Gordon had 5 children: Marshall (Judy), Michael (Ronni), Raymie, who passed away in 2008 (Maureen), Joey (Laura) and Avrum (Tracy); 12 grandchildren: Marni (Jason), Lea (Ari), Jeremy (Stacey), Jonas (who passed away in 2020), Richard (Sarah), Adam (Samantha), Samantha (Ben), Danielle (Jonathan), Liam, Samuel, Benjamin and Alyssa; and 14 great-grandchildren: Sarah, Sammi, Sophie, Julia, Bridget, Mason, Max, Mia, Aiden, Benny Ray, Goldie, Raya, Max and Sydney.
Gordon was predeceased by his loving wife of almost 67 years, Mimi (Bursten), his parents, Sam and Sluva Pollock, mother-in-law Chana and father-in-law Joseph Bursten, sister Myra and husband Chiam, brother Mischa, brother Harvey and wife Sylvia, sister-in law Sookie and husband Zenith, and brothers-in-law Leslie and Raymie Bursten. In addition to his children, grandchildren and great-grandchildren, he is survived by his sister Cecile and husband Monte Kowall, sister-in-law Lynn Pollock, as well as many nieces, nephews, and their families. He had the unenviable status of outliving many of his life-long friends and would talk about them very fondly. He remained, well into his 90s, very sharp and loved to go out for meals, play bridge, do puzzles, play Rummikub, tell jokes, and was an avid follower of politics and current events.
Gordon was one of the longest practicing members of the Manitoba Law Society and prided himself on being a lawyer for clients of all walks of life, races and religions, many of whom were welcomed to his house on evenings and weekends to sign documents, as they were working people who couldn’t get off work during the day. He was a man with great patience and put the welfare of others above himself. He gave unconditionally to his family and friends, many times at his own expense. His and Mimi’s house always had an open door policy to which many of his family will attest. He loved to cook and barbeque and many times for 20 plus at a time.

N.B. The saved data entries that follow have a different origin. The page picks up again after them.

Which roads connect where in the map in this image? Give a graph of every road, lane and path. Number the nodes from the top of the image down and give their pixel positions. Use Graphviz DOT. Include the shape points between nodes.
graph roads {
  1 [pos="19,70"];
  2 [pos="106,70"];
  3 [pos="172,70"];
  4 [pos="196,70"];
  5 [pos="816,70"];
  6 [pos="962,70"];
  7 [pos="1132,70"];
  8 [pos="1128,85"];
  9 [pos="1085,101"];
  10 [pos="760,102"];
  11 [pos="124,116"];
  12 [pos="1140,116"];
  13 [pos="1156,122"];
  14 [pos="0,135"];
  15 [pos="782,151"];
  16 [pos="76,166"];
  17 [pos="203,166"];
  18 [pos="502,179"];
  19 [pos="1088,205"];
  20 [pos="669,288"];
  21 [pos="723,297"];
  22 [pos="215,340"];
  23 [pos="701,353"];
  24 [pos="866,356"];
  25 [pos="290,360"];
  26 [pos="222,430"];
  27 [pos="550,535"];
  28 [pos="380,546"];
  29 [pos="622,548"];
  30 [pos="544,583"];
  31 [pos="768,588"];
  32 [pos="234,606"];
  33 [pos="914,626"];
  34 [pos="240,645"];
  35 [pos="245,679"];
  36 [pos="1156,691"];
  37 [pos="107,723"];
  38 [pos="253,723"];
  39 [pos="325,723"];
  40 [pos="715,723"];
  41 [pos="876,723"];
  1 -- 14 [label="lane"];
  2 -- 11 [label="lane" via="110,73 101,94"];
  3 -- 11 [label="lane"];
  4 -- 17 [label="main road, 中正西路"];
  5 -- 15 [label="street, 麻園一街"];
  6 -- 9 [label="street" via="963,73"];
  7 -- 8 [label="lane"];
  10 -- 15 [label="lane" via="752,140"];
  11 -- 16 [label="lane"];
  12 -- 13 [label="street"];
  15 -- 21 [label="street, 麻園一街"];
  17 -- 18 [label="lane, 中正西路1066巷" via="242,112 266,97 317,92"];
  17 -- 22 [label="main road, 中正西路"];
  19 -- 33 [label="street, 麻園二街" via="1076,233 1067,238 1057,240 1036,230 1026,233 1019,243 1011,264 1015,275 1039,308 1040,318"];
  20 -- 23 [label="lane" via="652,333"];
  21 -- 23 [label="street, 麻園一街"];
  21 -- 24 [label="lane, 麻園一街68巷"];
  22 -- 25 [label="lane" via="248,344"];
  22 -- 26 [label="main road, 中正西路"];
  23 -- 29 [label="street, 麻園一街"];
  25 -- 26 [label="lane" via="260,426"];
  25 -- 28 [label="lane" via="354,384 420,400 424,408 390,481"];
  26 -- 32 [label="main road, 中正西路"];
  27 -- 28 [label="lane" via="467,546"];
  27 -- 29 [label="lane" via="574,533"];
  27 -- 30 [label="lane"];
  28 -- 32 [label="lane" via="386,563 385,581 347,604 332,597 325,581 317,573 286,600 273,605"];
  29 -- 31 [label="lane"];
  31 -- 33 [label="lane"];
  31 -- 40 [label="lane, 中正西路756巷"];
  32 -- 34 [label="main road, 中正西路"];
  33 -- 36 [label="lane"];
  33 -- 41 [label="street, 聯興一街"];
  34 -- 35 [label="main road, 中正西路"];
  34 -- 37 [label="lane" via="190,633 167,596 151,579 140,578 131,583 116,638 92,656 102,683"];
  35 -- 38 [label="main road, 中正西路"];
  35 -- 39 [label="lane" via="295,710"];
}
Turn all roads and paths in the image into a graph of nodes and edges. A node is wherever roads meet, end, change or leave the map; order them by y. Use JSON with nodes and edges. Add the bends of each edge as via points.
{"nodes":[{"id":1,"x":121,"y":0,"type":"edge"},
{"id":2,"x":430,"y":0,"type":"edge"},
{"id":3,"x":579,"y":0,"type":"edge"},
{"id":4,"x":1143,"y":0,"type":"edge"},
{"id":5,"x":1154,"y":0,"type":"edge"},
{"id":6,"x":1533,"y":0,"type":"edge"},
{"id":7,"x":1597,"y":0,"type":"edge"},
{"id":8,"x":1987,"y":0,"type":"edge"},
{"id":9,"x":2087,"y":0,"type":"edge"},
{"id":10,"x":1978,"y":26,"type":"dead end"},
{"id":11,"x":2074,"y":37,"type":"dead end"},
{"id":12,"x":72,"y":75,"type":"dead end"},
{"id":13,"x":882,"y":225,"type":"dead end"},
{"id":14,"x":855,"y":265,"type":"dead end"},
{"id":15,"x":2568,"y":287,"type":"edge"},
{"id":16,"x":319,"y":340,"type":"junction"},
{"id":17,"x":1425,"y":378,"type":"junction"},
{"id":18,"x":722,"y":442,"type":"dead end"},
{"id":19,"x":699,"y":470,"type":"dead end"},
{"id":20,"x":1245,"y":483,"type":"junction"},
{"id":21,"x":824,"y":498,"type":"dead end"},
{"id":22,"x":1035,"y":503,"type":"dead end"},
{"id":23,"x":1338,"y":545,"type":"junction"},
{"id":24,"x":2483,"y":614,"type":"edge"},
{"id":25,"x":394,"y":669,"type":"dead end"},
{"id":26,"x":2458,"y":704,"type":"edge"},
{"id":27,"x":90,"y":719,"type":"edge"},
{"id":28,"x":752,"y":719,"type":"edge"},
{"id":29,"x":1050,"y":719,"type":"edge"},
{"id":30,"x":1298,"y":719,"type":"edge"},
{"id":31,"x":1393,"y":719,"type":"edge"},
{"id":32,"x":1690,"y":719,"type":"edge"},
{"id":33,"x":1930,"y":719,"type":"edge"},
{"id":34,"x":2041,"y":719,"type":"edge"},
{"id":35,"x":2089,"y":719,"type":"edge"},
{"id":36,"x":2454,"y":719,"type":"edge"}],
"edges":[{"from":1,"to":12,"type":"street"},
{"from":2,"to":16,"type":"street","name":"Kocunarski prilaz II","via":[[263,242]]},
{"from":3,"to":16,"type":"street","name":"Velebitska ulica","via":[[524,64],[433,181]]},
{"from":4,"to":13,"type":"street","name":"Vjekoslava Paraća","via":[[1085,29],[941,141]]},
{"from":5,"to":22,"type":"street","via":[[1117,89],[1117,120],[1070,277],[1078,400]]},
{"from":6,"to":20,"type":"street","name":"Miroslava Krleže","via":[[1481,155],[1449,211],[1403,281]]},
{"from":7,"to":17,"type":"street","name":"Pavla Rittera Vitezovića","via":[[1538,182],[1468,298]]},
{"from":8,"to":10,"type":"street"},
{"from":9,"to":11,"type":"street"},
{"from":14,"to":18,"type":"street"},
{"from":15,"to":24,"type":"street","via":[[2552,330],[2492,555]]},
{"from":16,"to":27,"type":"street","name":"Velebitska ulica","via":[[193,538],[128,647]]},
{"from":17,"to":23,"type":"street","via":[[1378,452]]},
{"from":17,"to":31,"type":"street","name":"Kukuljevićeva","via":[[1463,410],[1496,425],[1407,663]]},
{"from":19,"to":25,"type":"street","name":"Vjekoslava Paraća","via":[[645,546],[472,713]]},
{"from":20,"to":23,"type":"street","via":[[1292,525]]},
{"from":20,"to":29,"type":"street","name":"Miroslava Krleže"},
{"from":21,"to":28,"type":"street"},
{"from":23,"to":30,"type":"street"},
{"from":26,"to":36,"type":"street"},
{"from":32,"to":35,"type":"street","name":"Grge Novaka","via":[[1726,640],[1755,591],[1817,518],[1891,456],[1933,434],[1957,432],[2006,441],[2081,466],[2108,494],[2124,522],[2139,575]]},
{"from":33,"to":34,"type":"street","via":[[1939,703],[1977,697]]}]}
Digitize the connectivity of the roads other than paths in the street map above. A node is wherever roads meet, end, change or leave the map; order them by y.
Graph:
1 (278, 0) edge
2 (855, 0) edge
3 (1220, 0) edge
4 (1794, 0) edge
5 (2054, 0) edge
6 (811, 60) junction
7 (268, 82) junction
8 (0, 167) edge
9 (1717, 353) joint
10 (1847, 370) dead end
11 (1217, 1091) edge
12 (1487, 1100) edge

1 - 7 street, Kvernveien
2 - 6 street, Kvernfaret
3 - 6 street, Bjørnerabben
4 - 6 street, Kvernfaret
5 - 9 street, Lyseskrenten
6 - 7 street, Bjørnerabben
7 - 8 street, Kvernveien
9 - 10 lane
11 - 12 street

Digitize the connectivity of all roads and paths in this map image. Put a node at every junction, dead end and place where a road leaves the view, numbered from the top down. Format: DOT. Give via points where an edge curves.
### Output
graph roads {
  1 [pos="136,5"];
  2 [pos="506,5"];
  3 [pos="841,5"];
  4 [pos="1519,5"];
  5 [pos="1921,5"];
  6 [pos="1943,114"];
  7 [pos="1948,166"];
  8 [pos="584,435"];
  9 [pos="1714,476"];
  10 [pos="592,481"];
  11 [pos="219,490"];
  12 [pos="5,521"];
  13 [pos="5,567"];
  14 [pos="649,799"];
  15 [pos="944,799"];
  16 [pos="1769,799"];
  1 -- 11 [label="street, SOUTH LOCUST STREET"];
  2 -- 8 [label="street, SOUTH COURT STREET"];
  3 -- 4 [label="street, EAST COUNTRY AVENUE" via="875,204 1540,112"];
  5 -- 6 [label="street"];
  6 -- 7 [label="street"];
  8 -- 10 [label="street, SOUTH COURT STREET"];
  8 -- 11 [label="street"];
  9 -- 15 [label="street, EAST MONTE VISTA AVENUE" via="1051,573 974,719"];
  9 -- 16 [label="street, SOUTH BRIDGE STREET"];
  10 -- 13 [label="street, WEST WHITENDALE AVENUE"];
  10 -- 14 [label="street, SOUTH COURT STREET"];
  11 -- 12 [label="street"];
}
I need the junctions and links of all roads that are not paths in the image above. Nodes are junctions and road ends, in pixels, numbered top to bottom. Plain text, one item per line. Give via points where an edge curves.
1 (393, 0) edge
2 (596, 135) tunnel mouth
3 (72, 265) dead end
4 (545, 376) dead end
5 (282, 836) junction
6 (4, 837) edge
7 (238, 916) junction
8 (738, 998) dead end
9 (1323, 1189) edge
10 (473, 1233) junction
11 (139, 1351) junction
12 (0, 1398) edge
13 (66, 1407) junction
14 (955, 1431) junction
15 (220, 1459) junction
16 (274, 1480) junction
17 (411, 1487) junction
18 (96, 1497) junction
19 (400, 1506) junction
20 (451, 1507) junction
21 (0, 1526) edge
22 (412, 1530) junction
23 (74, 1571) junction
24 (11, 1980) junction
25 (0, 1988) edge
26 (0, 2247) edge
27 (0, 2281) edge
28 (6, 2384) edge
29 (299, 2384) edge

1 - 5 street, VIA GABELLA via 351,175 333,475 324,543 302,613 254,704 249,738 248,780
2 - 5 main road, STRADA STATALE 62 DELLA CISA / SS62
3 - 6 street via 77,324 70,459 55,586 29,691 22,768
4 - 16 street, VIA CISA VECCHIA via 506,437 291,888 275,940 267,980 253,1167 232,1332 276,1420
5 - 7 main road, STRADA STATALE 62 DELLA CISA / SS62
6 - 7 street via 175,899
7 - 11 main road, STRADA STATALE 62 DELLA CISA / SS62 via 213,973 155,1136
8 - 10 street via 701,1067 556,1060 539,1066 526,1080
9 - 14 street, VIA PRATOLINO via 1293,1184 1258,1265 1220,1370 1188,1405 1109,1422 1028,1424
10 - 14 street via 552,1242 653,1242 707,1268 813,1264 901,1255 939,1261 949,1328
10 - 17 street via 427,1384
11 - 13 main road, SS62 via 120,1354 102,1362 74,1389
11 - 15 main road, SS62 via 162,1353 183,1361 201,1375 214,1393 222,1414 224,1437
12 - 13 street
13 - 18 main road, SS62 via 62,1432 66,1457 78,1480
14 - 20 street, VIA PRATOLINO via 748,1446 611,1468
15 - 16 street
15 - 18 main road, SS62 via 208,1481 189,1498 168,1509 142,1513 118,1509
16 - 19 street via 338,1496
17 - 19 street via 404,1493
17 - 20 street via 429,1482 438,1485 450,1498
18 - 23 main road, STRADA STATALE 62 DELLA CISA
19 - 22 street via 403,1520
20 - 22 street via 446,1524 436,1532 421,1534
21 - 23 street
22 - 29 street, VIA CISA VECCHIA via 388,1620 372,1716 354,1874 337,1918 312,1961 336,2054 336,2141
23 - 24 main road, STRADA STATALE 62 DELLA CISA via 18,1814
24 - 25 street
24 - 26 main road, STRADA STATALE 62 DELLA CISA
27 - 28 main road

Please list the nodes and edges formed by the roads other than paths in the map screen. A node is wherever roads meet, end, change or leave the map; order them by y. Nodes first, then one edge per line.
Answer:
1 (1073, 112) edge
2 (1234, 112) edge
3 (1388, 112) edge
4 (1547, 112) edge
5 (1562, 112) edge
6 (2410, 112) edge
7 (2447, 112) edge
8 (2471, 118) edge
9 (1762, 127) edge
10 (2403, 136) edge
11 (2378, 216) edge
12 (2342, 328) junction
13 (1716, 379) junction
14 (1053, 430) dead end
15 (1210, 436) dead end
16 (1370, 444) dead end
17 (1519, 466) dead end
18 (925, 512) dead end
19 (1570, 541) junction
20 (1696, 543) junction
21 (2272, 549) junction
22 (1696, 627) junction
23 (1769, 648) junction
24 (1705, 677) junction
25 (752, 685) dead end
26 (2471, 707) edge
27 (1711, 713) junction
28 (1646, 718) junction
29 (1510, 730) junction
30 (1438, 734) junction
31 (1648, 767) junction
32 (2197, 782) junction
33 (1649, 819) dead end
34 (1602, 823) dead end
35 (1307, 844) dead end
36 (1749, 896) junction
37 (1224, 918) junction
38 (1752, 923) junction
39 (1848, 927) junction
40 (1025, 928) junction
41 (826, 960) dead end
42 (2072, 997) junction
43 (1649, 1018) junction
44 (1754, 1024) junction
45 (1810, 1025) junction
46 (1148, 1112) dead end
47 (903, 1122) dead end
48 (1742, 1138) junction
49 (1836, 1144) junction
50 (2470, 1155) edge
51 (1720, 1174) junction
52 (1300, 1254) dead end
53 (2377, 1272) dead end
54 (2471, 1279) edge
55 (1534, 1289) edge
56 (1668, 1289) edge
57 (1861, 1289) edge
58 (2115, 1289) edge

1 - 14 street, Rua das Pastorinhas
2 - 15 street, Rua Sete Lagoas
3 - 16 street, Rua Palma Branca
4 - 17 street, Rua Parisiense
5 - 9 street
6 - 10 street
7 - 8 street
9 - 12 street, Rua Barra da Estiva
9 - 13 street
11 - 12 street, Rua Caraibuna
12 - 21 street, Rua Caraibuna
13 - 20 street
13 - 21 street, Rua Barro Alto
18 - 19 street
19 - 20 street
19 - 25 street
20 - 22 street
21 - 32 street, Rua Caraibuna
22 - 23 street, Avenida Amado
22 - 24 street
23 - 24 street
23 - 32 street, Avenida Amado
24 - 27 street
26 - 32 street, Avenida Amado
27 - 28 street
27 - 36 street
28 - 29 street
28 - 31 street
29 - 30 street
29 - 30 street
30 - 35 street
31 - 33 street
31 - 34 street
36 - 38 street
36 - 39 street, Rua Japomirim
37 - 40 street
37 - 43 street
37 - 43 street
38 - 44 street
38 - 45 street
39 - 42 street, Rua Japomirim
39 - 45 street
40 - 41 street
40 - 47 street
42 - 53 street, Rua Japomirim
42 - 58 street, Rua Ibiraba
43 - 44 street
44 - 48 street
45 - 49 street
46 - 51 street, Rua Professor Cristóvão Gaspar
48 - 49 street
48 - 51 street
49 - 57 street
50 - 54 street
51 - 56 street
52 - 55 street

He and Mimi enjoyed traveling and especially to Palm Springs for many years. They will be missed by all that knew them.
We would like to thank Rabbi Matthew Leibl for his kind words and wonderful service and the many home care workers for their wonderful assistance over the last year. Donations can be made to the Gordon and Miriam Pollock Fund at the Jewish Foundation of Manitoba or to the charity of your choice.